SOURCE RECORDS:
++++++++
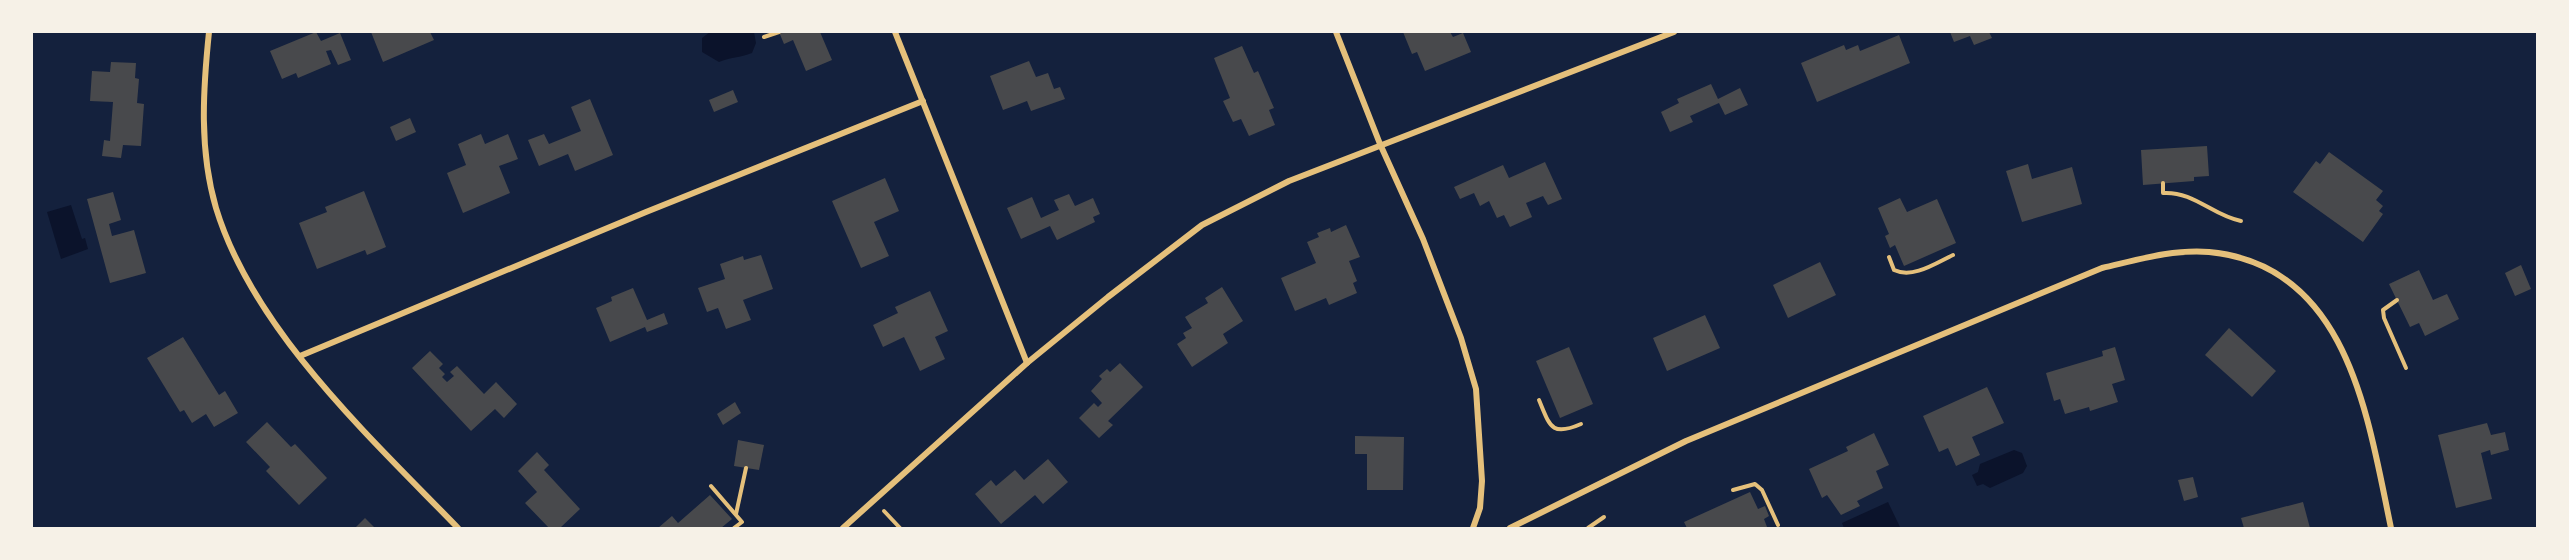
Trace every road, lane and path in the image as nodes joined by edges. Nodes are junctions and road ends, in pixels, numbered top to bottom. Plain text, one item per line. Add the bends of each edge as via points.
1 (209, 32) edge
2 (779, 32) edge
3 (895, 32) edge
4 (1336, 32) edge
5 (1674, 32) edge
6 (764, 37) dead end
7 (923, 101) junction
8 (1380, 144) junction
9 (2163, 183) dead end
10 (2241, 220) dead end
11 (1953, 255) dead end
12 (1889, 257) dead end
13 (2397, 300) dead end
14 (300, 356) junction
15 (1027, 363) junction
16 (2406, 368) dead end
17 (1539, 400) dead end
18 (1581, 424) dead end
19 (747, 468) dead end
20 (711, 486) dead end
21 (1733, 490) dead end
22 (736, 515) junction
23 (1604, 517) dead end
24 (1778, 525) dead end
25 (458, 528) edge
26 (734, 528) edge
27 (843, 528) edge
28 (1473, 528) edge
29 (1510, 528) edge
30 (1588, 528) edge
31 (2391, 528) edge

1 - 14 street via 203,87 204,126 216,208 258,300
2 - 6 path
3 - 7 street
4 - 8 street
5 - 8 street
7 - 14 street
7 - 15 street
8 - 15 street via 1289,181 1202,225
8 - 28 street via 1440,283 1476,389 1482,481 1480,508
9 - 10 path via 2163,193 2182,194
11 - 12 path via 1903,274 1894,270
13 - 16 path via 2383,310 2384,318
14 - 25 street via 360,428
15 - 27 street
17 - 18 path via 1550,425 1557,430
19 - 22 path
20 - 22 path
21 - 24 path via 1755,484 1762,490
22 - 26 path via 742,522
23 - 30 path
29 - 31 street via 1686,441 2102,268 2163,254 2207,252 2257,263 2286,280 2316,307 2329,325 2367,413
++++++++
WHAT THE TASK ASKS:
Copy all lines from the material that contain "street".

RESULT FOR THIS EXERCISE:
1 - 14 street via 203,87 204,126 216,208 258,300
3 - 7 street
4 - 8 street
5 - 8 street
7 - 14 street
7 - 15 street
8 - 15 street via 1289,181 1202,225
8 - 28 street via 1440,283 1476,389 1482,481 1480,508
14 - 25 street via 360,428
15 - 27 street
29 - 31 street via 1686,441 2102,268 2163,254 2207,252 2257,263 2286,280 2316,307 2329,325 2367,413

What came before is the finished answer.